Write a program for listing for a given k all the odd numbers less then 2^k , having the binary notation symmetric according to its centre.

Example 1: The binary notation of 93 (=1011101_2) is Symmetric, the notation of 67 (=1000011_2) is not.

Example 2: For k=4 the output is '3,5,7,9,15'

Remark: Try to make your program as fast as possible.

## Army on Move.

An army unit has to move to some new position. During the move all the soldiers will form a queue. According to the army rules each soldier has always to keep his subordinees in sight. Hence all his subordinees have to move in front of him.

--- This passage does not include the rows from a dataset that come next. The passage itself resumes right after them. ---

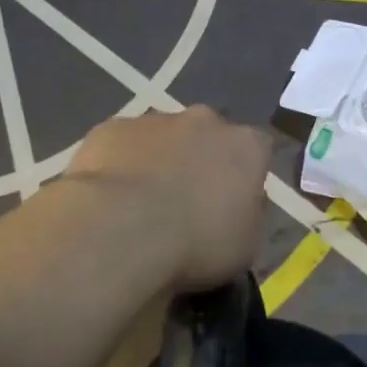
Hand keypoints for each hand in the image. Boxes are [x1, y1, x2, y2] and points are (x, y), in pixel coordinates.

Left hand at [64, 106, 271, 292]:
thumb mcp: (244, 246)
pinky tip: (109, 198)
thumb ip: (247, 214)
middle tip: (185, 200)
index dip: (244, 175)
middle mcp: (204, 121)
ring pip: (162, 136)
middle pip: (207, 134)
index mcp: (245, 146)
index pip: (257, 149)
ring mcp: (155, 120)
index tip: (232, 202)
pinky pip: (122, 144)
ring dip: (158, 160)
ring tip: (141, 204)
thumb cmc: (196, 244)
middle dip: (199, 159)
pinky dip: (120, 164)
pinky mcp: (113, 127)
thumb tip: (238, 203)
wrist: (122, 230)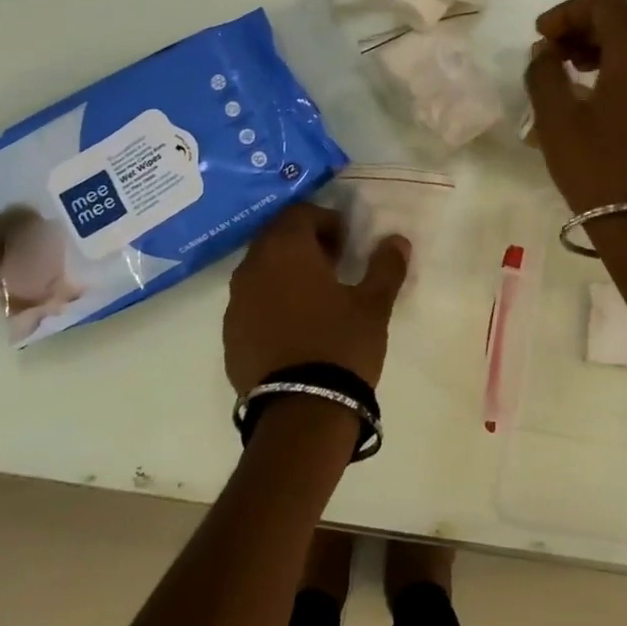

Task: The army unit consist of N soldiers numbered by numbers 1,2,... N . There are given K pairs [commander_i, subordinees_i] (i=1,2,...,K) . Write a program for ordering the soldiers to a queue such that the above rule is fulfilled. If it is not possible the program has to find it out and report it.

Example

```N=6, K=5,  commander:  1 4 2 1 2

subordinee: 5 5 3 3 4

Output:    1 2 4 6 3 5	   or	 6 2 1 4 5 3.

```

Remark: One solution is sufficient.

## Sequence.

Write a program that for given natural numbers M,N generates the longest possible sequence of integers such that the sum of any M consecutive elements of the sequence is negative and the sum of any N consecutive elements is positive (the sequence can be empty as well).

## Convex Hull.

N points are given in the plane by their coordinate pairs [X_i,Y_i] , where i in {1,2,...,N} . Write a program for outputting the vertices of the convex hull of the N points.

Remark: Convex hull of a set A is the least convex set containing A.